***** DATA FOR THIS EXERCISE

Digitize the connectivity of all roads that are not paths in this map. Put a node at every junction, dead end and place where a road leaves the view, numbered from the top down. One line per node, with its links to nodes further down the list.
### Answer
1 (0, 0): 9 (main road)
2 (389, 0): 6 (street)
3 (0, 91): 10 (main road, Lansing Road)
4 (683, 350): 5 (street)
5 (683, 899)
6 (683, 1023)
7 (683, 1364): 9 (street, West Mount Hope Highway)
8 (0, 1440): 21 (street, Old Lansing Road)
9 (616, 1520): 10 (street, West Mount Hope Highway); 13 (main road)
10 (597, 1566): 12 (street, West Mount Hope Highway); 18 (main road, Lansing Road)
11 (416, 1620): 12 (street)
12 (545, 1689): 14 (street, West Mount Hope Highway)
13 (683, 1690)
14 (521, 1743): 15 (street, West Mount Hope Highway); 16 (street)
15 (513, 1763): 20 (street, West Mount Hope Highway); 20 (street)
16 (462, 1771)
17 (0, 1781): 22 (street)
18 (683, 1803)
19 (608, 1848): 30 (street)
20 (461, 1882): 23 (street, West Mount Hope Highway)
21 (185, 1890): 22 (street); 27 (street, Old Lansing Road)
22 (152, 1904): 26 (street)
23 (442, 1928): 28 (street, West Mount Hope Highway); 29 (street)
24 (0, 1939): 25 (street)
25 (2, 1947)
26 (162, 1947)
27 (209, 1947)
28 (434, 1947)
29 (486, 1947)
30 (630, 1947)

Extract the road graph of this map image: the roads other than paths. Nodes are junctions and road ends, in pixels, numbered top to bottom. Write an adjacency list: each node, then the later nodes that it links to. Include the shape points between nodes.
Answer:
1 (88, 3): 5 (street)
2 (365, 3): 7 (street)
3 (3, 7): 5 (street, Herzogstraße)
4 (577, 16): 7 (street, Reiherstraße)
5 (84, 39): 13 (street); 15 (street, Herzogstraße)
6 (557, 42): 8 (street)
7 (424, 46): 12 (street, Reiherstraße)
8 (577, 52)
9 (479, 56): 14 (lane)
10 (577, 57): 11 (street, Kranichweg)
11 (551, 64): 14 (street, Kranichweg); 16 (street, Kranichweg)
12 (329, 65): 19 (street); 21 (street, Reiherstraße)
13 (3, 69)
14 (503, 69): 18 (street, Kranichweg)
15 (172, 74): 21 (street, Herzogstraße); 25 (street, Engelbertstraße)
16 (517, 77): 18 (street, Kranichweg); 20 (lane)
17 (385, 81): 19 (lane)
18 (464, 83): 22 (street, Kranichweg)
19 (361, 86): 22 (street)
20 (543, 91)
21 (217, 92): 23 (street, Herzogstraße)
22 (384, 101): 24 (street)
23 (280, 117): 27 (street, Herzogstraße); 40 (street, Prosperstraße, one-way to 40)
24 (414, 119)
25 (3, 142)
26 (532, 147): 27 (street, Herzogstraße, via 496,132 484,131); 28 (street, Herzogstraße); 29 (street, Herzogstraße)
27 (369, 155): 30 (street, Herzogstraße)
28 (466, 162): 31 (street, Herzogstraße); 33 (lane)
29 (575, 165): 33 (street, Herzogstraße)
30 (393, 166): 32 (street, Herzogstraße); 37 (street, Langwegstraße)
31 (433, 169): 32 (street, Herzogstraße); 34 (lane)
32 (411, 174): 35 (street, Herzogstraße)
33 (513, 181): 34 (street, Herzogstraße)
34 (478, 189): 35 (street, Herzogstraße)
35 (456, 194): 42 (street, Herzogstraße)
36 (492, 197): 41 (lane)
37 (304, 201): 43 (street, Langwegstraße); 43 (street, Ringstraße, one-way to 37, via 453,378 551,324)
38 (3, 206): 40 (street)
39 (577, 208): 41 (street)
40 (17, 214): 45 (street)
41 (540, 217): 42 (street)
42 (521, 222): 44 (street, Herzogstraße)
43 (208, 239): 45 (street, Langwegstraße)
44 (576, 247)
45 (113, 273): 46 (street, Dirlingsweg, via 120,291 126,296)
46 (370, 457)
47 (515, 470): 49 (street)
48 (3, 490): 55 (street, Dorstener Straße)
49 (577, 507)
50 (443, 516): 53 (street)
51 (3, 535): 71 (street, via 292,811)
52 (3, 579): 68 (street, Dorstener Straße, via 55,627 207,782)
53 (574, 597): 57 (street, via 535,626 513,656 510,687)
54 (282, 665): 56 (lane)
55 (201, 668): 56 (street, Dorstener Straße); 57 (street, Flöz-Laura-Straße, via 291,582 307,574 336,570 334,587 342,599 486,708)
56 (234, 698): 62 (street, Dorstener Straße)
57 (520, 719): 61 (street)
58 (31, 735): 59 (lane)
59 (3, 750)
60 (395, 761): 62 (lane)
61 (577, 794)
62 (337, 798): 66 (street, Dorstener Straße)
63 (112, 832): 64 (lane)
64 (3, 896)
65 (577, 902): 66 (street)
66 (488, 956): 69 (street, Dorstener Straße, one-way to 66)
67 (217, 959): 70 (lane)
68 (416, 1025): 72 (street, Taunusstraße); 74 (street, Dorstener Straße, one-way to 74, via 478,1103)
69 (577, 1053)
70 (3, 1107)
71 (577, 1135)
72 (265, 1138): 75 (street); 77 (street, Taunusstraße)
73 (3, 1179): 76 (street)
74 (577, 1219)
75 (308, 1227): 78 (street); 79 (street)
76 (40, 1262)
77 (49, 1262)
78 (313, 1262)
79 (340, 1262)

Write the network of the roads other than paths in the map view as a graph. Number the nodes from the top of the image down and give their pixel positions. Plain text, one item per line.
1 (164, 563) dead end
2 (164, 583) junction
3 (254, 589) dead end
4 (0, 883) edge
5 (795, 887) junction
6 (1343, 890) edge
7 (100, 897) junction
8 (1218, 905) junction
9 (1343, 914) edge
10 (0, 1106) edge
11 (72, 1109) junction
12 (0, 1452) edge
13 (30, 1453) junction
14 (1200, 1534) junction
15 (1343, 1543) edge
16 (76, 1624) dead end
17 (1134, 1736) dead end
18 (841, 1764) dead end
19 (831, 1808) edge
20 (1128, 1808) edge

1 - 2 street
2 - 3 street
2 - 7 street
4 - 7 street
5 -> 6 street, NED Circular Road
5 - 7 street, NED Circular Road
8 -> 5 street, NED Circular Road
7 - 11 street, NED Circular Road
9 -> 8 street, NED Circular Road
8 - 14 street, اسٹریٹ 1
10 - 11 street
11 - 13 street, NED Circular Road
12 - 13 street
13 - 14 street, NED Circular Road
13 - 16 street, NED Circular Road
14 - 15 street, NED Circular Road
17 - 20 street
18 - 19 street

**********

■ WHAT TO PRODUCE
Copy out each line of the listing that contains the word "main".

■ OUTPUT OF THE EXERCISE
1 (0, 0): 9 (main road)
3 (0, 91): 10 (main road, Lansing Road)
9 (616, 1520): 10 (street, West Mount Hope Highway); 13 (main road)
10 (597, 1566): 12 (street, West Mount Hope Highway); 18 (main road, Lansing Road)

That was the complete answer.